» AVAILABLE DATA
##########

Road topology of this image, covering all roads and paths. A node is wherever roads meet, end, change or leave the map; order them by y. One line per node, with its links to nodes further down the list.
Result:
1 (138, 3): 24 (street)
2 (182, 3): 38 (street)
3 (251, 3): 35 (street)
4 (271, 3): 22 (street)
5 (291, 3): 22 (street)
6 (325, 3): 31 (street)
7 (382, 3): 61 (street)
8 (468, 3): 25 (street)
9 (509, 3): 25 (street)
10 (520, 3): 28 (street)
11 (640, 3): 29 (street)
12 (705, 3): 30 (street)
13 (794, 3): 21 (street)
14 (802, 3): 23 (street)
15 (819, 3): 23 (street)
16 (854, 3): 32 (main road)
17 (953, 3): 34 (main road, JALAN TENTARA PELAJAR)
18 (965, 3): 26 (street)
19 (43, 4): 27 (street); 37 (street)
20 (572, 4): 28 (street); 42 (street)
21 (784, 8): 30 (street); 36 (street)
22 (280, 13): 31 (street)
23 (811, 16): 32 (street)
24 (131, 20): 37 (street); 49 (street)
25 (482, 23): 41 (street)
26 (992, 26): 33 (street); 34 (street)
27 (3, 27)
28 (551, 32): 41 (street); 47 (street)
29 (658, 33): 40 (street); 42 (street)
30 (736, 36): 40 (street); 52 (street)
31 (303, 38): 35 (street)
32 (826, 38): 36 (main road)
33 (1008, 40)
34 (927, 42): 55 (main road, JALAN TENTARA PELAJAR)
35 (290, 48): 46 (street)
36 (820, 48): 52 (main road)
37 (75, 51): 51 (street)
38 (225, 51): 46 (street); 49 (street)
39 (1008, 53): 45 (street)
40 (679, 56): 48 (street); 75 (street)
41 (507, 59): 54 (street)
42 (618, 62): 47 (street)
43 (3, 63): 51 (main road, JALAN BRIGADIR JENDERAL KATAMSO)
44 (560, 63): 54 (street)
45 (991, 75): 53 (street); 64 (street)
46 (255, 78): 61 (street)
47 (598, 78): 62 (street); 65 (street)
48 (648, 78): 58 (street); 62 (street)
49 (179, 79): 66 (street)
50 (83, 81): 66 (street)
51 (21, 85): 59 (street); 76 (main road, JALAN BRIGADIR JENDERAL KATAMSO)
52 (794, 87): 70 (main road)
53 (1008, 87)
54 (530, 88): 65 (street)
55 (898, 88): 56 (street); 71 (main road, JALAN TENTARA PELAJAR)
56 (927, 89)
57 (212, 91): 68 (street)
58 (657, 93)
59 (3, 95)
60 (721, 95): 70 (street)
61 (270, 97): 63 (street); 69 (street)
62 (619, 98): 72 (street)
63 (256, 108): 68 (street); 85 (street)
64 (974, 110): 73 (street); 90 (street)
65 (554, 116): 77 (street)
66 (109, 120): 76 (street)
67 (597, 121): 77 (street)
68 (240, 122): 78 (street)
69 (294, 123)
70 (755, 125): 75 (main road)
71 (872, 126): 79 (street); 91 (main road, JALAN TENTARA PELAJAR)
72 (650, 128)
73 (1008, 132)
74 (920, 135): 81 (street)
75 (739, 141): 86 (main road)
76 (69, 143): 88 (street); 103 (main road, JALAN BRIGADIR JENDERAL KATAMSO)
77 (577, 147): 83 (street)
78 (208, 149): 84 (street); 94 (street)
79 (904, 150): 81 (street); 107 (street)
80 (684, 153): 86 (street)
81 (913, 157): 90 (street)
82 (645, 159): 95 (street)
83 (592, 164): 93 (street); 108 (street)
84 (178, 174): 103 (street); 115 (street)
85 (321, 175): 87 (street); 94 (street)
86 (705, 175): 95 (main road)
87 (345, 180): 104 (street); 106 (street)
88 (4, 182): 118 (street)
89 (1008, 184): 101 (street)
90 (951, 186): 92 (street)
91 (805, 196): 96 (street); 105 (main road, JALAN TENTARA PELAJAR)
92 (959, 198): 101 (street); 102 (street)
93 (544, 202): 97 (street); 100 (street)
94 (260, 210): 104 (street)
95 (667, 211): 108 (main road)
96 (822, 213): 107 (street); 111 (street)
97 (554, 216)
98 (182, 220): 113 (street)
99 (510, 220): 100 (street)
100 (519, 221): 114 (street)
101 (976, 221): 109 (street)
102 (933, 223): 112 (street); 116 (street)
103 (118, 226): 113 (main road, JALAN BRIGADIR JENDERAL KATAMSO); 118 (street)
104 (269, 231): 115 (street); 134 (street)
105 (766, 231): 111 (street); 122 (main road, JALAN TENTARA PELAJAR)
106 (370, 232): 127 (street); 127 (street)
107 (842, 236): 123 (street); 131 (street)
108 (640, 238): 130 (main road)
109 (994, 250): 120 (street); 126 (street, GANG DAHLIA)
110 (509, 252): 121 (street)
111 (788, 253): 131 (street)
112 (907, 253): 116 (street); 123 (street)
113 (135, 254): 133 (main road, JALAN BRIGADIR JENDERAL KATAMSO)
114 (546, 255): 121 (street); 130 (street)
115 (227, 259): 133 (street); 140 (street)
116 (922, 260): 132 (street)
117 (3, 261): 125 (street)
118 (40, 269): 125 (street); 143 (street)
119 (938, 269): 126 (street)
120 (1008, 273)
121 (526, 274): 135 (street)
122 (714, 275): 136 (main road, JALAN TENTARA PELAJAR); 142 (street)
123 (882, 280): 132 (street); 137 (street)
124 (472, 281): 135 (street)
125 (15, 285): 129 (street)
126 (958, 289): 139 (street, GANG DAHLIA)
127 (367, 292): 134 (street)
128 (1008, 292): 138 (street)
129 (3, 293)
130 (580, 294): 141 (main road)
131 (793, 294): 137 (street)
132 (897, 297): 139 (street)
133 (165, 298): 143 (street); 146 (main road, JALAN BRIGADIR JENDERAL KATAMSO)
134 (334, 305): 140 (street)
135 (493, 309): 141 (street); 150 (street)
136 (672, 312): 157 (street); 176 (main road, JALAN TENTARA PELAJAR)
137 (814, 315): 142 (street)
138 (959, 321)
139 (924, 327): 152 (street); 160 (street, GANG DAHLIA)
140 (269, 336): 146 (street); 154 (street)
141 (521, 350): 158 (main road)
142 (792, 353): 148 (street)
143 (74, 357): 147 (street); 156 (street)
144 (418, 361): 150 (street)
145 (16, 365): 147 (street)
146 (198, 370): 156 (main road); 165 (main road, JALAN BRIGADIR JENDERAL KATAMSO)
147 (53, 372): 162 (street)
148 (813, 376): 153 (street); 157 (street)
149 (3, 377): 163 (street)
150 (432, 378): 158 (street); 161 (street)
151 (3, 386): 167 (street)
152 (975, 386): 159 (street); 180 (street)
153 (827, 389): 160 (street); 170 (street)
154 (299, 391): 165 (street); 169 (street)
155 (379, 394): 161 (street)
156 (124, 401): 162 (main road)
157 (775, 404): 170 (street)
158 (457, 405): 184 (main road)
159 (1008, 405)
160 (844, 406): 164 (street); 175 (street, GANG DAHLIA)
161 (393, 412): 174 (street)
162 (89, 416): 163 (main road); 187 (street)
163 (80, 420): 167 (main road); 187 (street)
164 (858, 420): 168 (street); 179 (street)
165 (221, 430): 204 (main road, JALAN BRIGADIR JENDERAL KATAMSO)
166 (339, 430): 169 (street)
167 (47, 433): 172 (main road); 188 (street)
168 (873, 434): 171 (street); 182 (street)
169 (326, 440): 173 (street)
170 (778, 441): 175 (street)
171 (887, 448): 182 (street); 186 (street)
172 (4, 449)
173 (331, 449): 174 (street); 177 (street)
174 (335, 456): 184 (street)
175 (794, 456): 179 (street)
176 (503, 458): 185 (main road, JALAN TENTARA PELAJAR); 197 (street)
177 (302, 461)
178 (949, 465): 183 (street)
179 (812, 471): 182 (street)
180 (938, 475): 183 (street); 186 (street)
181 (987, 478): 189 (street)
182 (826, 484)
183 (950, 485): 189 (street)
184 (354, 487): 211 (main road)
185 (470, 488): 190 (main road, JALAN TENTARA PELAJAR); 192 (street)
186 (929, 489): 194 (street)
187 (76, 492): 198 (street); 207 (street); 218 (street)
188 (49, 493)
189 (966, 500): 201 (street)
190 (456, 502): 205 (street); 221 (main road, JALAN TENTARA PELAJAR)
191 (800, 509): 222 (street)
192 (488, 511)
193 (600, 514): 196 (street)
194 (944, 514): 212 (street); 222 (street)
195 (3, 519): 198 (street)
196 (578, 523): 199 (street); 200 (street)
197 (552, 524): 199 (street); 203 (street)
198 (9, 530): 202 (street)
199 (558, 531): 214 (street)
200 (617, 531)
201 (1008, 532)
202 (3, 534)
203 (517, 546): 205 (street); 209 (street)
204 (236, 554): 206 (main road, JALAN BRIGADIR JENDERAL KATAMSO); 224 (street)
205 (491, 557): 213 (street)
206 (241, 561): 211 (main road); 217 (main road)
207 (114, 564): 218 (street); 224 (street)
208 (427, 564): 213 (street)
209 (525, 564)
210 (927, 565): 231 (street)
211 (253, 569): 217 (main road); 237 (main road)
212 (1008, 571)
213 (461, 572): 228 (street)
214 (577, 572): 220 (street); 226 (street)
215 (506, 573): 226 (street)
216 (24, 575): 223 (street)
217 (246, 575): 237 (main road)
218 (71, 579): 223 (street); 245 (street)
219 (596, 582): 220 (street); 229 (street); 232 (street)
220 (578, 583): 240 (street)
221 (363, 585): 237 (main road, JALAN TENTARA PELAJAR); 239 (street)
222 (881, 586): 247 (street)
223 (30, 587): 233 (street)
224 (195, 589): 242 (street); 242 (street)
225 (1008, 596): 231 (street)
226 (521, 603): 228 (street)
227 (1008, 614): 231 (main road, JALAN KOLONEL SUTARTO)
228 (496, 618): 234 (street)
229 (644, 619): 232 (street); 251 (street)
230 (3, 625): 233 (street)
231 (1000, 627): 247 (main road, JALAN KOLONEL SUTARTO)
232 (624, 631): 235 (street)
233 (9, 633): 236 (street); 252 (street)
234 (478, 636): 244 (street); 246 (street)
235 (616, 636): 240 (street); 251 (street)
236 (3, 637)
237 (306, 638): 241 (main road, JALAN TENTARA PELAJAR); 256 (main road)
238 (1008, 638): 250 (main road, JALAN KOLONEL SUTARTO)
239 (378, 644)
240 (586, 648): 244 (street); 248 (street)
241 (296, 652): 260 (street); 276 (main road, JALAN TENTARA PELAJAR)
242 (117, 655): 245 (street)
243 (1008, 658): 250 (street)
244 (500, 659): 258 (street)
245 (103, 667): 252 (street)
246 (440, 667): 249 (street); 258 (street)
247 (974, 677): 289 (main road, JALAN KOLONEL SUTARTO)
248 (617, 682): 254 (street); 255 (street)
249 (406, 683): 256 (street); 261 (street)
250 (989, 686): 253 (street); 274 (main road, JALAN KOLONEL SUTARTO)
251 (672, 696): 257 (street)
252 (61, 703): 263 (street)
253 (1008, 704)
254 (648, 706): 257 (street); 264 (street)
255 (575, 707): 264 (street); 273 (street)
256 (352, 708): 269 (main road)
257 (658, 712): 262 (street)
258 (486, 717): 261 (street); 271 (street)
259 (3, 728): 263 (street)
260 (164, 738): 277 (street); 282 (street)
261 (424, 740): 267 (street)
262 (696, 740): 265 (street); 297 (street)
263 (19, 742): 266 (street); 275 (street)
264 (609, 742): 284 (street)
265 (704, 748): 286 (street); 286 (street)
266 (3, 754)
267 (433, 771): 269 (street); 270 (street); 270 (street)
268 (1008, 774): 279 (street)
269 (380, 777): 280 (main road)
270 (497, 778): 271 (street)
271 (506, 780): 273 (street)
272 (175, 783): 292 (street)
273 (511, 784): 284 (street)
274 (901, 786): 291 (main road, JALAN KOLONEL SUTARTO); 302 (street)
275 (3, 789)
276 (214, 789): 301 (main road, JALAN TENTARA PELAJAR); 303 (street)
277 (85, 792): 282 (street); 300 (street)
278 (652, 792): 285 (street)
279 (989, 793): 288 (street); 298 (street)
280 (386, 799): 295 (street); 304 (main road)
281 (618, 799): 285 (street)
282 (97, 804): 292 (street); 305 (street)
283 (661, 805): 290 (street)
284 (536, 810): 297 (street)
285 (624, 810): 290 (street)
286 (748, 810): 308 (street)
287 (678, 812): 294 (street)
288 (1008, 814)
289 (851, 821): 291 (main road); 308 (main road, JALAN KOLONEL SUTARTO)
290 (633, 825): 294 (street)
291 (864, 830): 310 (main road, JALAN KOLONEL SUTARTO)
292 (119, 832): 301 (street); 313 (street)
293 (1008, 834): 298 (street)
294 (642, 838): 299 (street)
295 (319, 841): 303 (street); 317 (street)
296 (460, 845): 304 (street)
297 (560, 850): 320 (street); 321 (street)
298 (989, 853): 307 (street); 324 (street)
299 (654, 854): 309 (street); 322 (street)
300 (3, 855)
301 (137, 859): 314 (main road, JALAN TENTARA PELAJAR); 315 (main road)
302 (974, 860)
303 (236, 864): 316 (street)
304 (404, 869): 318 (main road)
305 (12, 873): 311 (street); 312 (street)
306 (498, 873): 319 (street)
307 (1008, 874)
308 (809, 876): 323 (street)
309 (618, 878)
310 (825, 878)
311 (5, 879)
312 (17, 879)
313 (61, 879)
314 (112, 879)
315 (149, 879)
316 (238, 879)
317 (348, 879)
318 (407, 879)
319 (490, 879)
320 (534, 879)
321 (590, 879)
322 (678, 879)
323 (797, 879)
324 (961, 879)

##########

» ACTIVITY
Whenever the word "JENDERAL" occurs in a line of the listing above, return that line.

» RESPONSE AREA
43 (3, 63): 51 (main road, JALAN BRIGADIR JENDERAL KATAMSO)
51 (21, 85): 59 (street); 76 (main road, JALAN BRIGADIR JENDERAL KATAMSO)
76 (69, 143): 88 (street); 103 (main road, JALAN BRIGADIR JENDERAL KATAMSO)
103 (118, 226): 113 (main road, JALAN BRIGADIR JENDERAL KATAMSO); 118 (street)
113 (135, 254): 133 (main road, JALAN BRIGADIR JENDERAL KATAMSO)
133 (165, 298): 143 (street); 146 (main road, JALAN BRIGADIR JENDERAL KATAMSO)
146 (198, 370): 156 (main road); 165 (main road, JALAN BRIGADIR JENDERAL KATAMSO)
165 (221, 430): 204 (main road, JALAN BRIGADIR JENDERAL KATAMSO)
204 (236, 554): 206 (main road, JALAN BRIGADIR JENDERAL KATAMSO); 224 (street)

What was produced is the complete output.